Weighted silk is silk which has been treated to restore or increase the weight lost during the process of degumming. This processing started in the 19th century, with vegetable-based solutions such as tannins or sugar. Chemical solutions based upon salts of lead or tin were then used, as well as silicate, phosphate of soda, and astringent extracts. These increased the weight considerably, but led to accusations of adulteration as the properties of the silk were impaired.

==Process and history==
Unlike most fabric/yard goods which are sold by the yard (or metre), silk is sold to the wholesaler by weight; however, as the first step in processing silk fibre is to "degum" it - removing the sericin from the fibre, a protein naturally produced by silkworms that coats silkworm cocoons - approximately one-fifth of the weight of silk fibre is lost, representing a significant drop in the saleable price of processed silk fibre. As such, silk fabric manufacturers would historically "replace" this lost weight with a 'filler', which would add weight to the fibre and thus make up the cost.

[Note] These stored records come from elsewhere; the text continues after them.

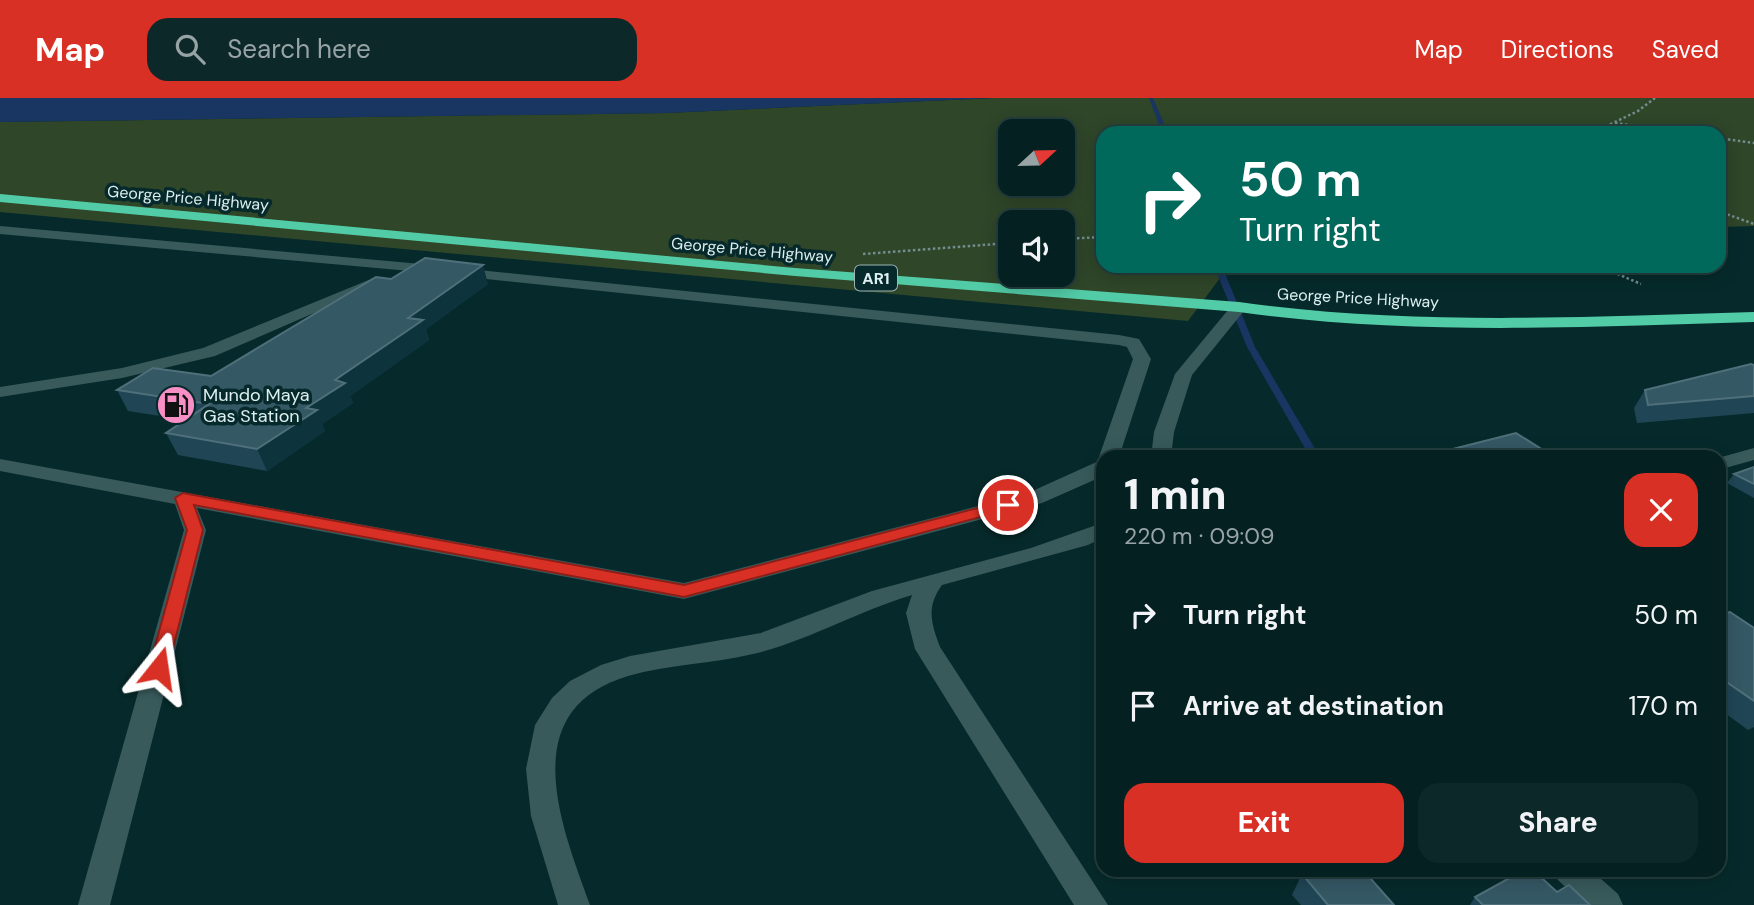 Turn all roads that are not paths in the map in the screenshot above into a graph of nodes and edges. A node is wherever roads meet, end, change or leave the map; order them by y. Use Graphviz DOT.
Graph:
graph roads {
  1 [pos="0,198"];
  2 [pos="0,230"];
  3 [pos="410,267"];
  4 [pos="1239,307"];
  5 [pos="1754,317"];
  6 [pos="0,392"];
  7 [pos="1111,450"];
  8 [pos="1162,450"];
  9 [pos="1754,454"];
  10 [pos="1726,462"];
  11 [pos="0,465"];
  12 [pos="1096,471"];
  13 [pos="183,498"];
  14 [pos="1096,533"];
  15 [pos="934,580"];
  16 [pos="1576,877"];
  17 [pos="94,905"];
  18 [pos="574,905"];
  19 [pos="1092,905"];
  20 [pos="1606,905"];
  1 -- 4 [label="highway, George Price Highway / AR1"];
  2 -- 3 [label="street"];
  3 -- 6 [label="street"];
  3 -- 7 [label="street"];
  4 -- 5 [label="highway, George Price Highway / AR1"];
  4 -- 8 [label="street"];
  9 -- 10 [label="street"];
  11 -- 13 [label="street"];
  12 -- 13 [label="street"];
  13 -- 17 [label="street"];
  14 -- 15 [label="street"];
  15 -- 18 [label="street"];
  15 -- 19 [label="street"];
  16 -- 20 [label="street"];
} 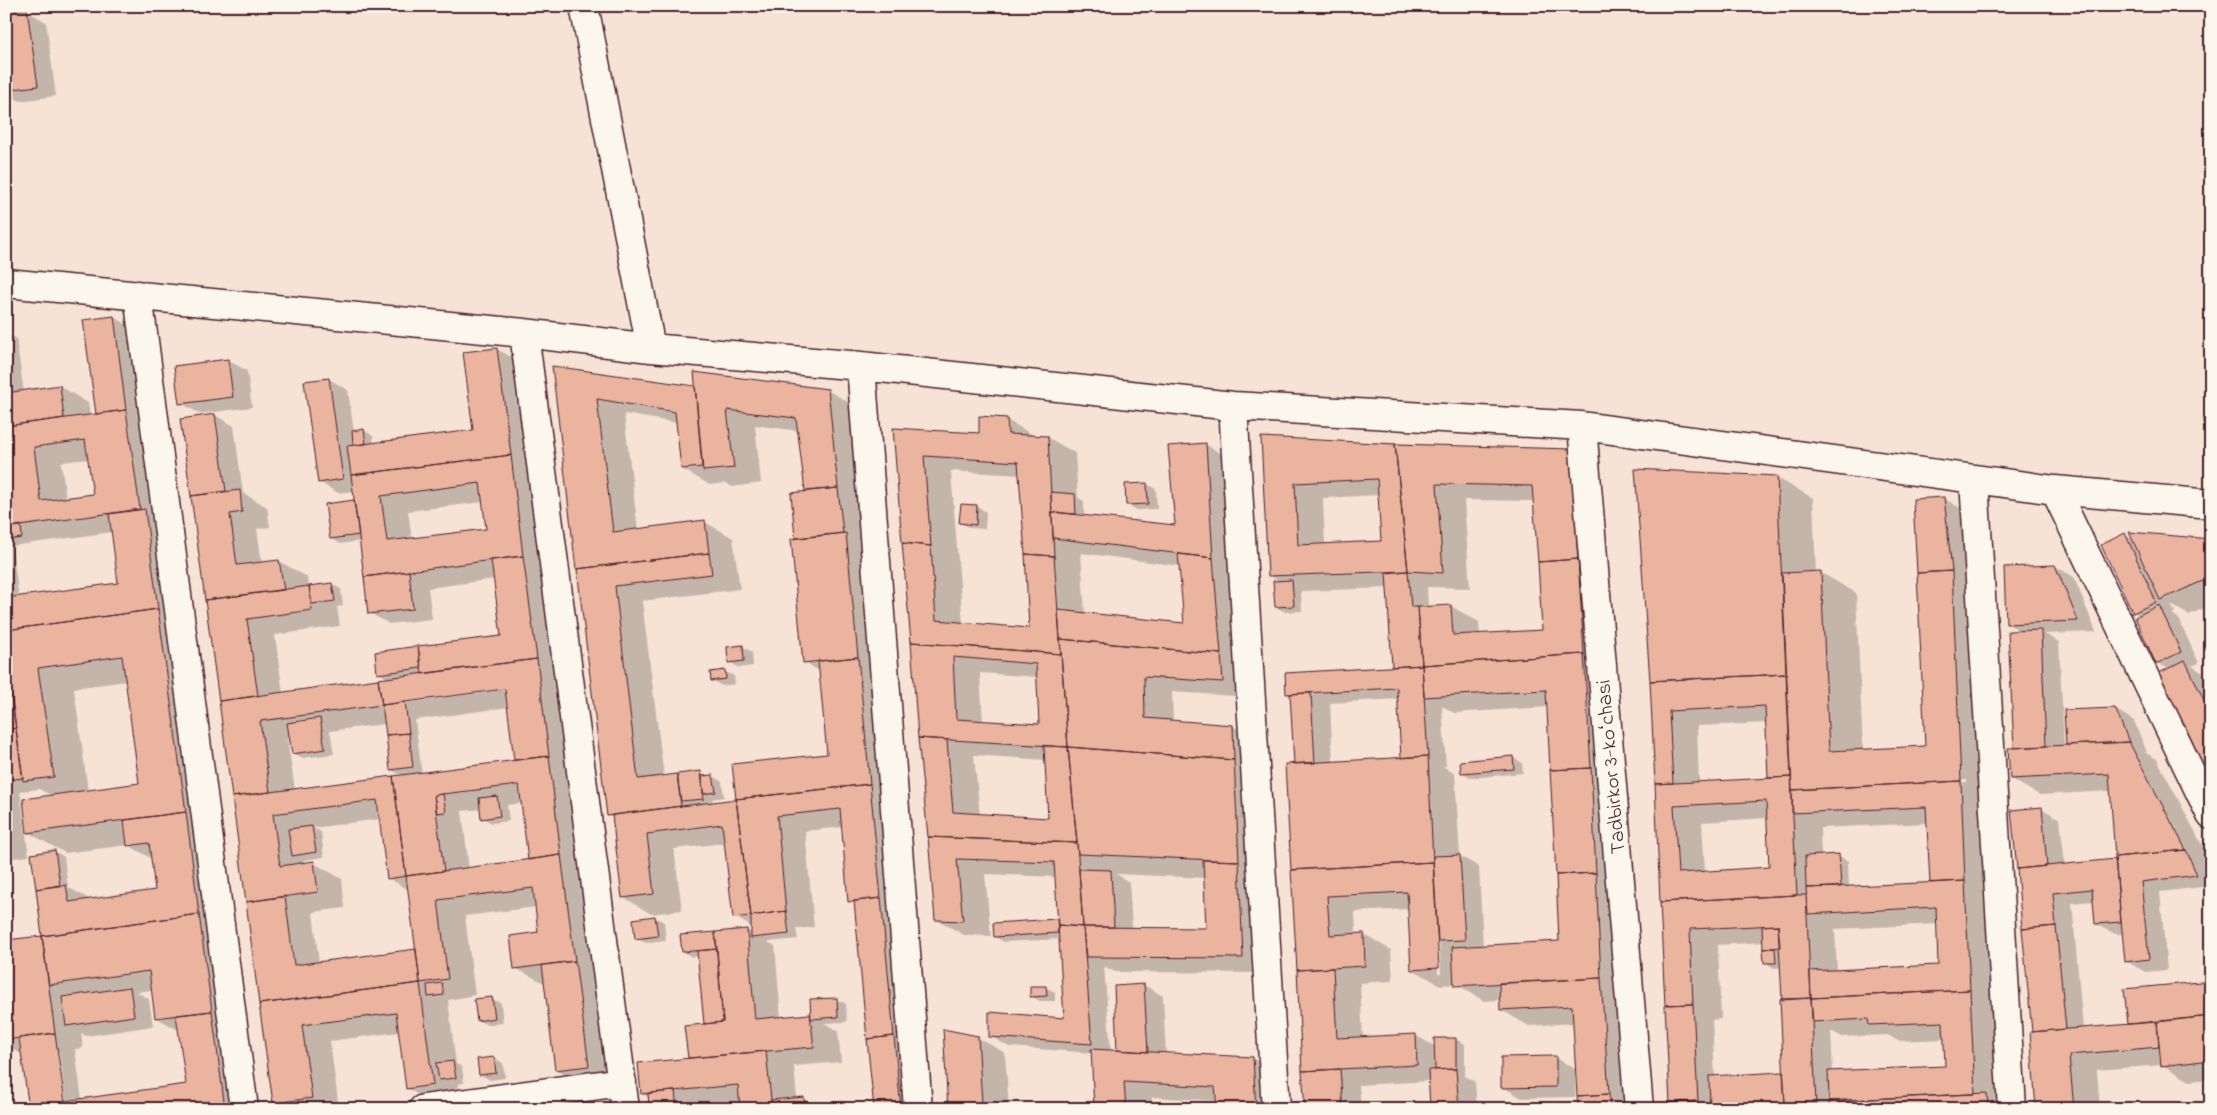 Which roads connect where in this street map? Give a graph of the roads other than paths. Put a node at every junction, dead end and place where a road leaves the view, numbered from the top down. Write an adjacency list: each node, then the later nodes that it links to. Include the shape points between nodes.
1 (584, 6): 5 (street)
2 (6, 283): 3 (street)
3 (138, 295): 4 (street); 14 (street)
4 (524, 333): 5 (street); 13 (street)
5 (651, 348): 6 (street)
6 (861, 366): 7 (street); 17 (street)
7 (1233, 406): 8 (street); 18 (street)
8 (1582, 426): 9 (street); 19 (street, Tadbirkor 3-koʻchasi)
9 (1974, 480): 10 (street); 20 (street)
10 (2055, 490): 11 (street); 12 (street)
11 (2211, 504)
12 (2211, 814)
13 (622, 1082): 15 (street); 16 (street)
14 (244, 1109)
15 (423, 1109)
16 (625, 1109)
17 (918, 1109)
18 (1276, 1109)
19 (1639, 1109)
20 (2012, 1109) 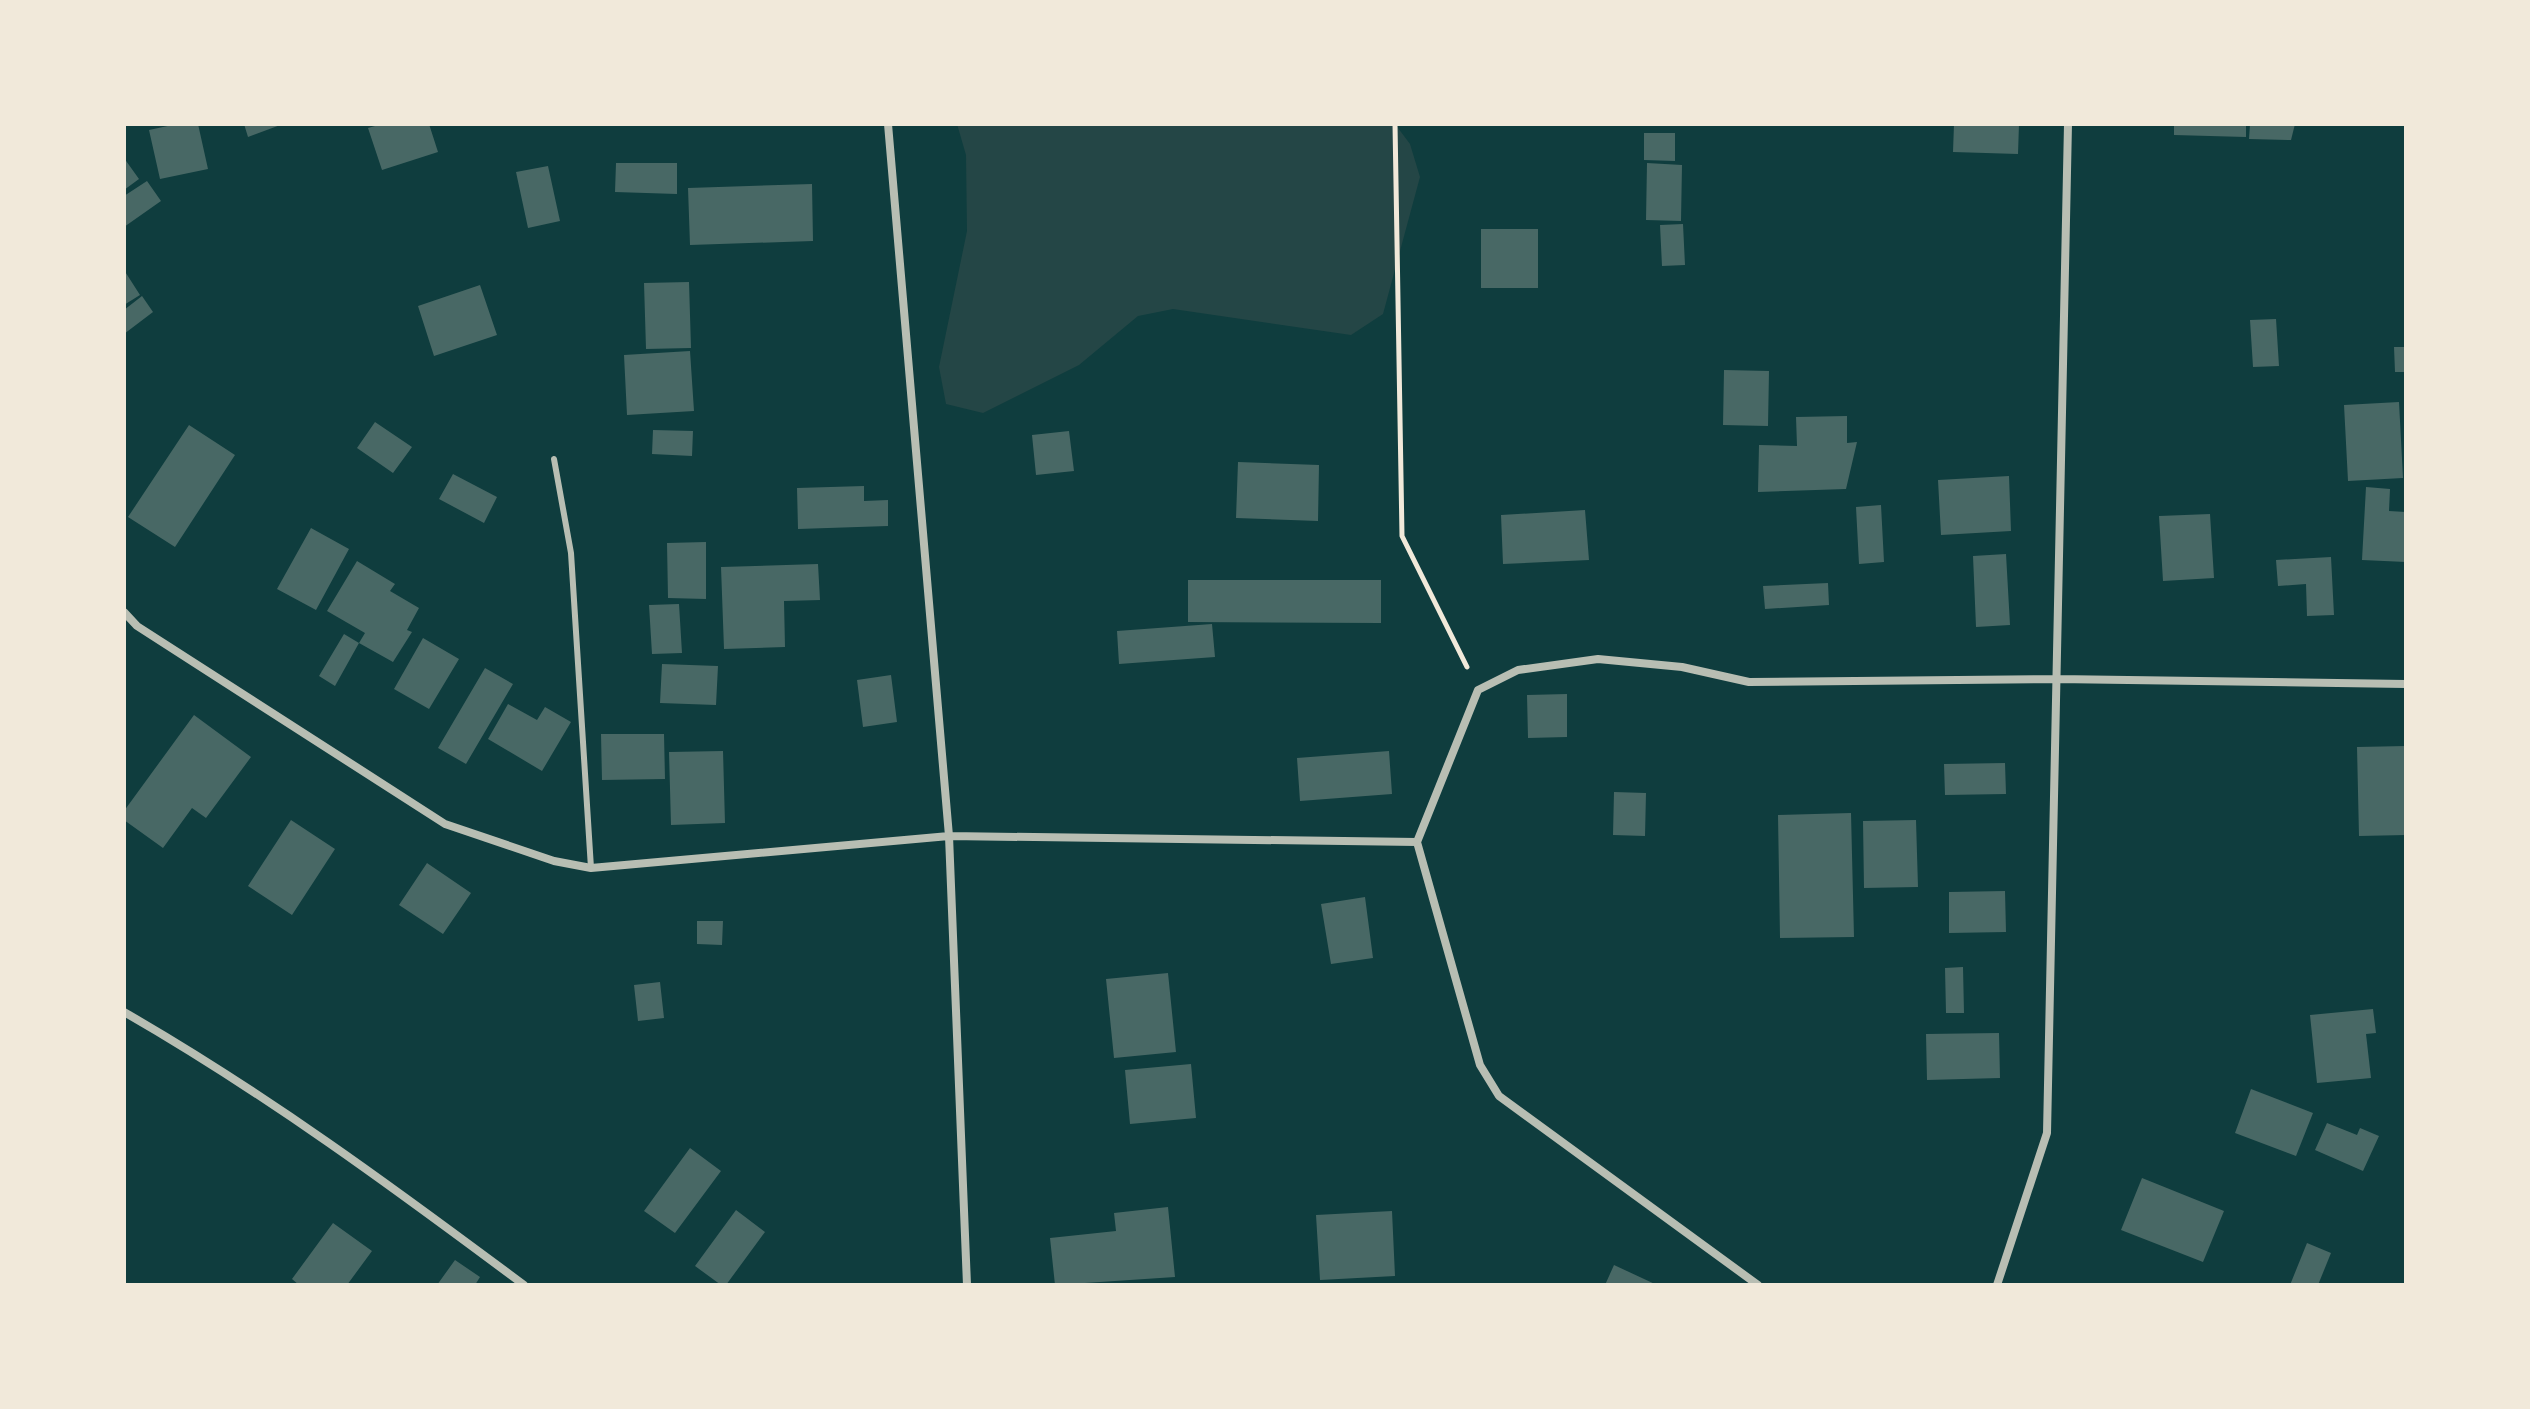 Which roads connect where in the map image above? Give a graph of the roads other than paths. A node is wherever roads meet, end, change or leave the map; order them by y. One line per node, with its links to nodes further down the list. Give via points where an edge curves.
1 (888, 124): 7 (street)
2 (2068, 124): 5 (street)
3 (554, 459): 9 (lane, via 571,553)
4 (124, 612): 9 (street, via 137,626 445,824)
5 (2057, 679): 6 (street); 8 (street, via 1749,682 1682,667 1598,659 1518,670 1478,690); 14 (street, via 2047,1133)
6 (2406, 684)
7 (949, 836): 8 (street); 9 (street); 12 (street)
8 (1417, 842): 13 (street, via 1480,1065 1499,1096)
9 (591, 868)
10 (124, 1012): 11 (street, via 218,1066 335,1145)
11 (524, 1285)
12 (967, 1285)
13 (1758, 1285)
14 (1997, 1285)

Silk has an affinity for several metallic salts, the most common of which being iron, lead, and tin. It was discovered to be an easy process to return this weight lost in the degumming process by soaking the fibre in a bath of these metallic salts. This process was called 'weighting', and by increasing the weight of the raw silk, the merchant increased their profits. Weighting with some metallic salts did improve the drapeability of silk fabrics; however, merchants soon began adding more weight than the lost one-fifth, with the final weight of the fabric sometimes increased tenfold.

In 1938, the U.S. Federal Trade Commission ruled that silk that weighed more than 10%, and black silk that weighted more than 15%, must be labeled 'Weighted Silk'.

While silk is a strong and durable fibre, the weighting process is highly damaging to the finished fabric and resulting garments. If the garment is worn, it wears out quickly and is highly susceptible to damage from perspiration, salt, and tears; if stored away, it becomes brittle and begins to shatter along lines of wear at an expedited rate. The method of storage does not ameliorate the process of damage introduced by the fabric's weighting, with storage in cold, dry and dark areas doing little, or nothing, to prevent further damage.

Examples of antique weighted silks displaying this damage are easily seen, such as in antique American "crazy quilts", where the silk fibres have disintegrated, whilst the cotton and wool fibres remain in good condition, even after 100 years. A later example displaying damage resulting from tin-weighting is the wedding dress of the future Elizabeth II, then Princess Elizabeth of the United Kingdom; the fabric, a tin-weighted Chinese silk chosen especially by Queen Elizabeth the Queen Mother, began to rot just 30 years after the dress had been created, with the weight of the dress' embroidery worsening the fabric's condition further.

The practice of weighting silk was widespread in the 19th century, and decreased somewhat in the 20th, but is still used to some extent. In the early 20th century, fashion trends had changed substantially and heavier silks fell out of popularity. A lighter silk was preferred and thus weighted silks were less used. An alternative to weighted silk is "organic silk", wherein the sericin is not removed from the fibre before processing, and is instead left in.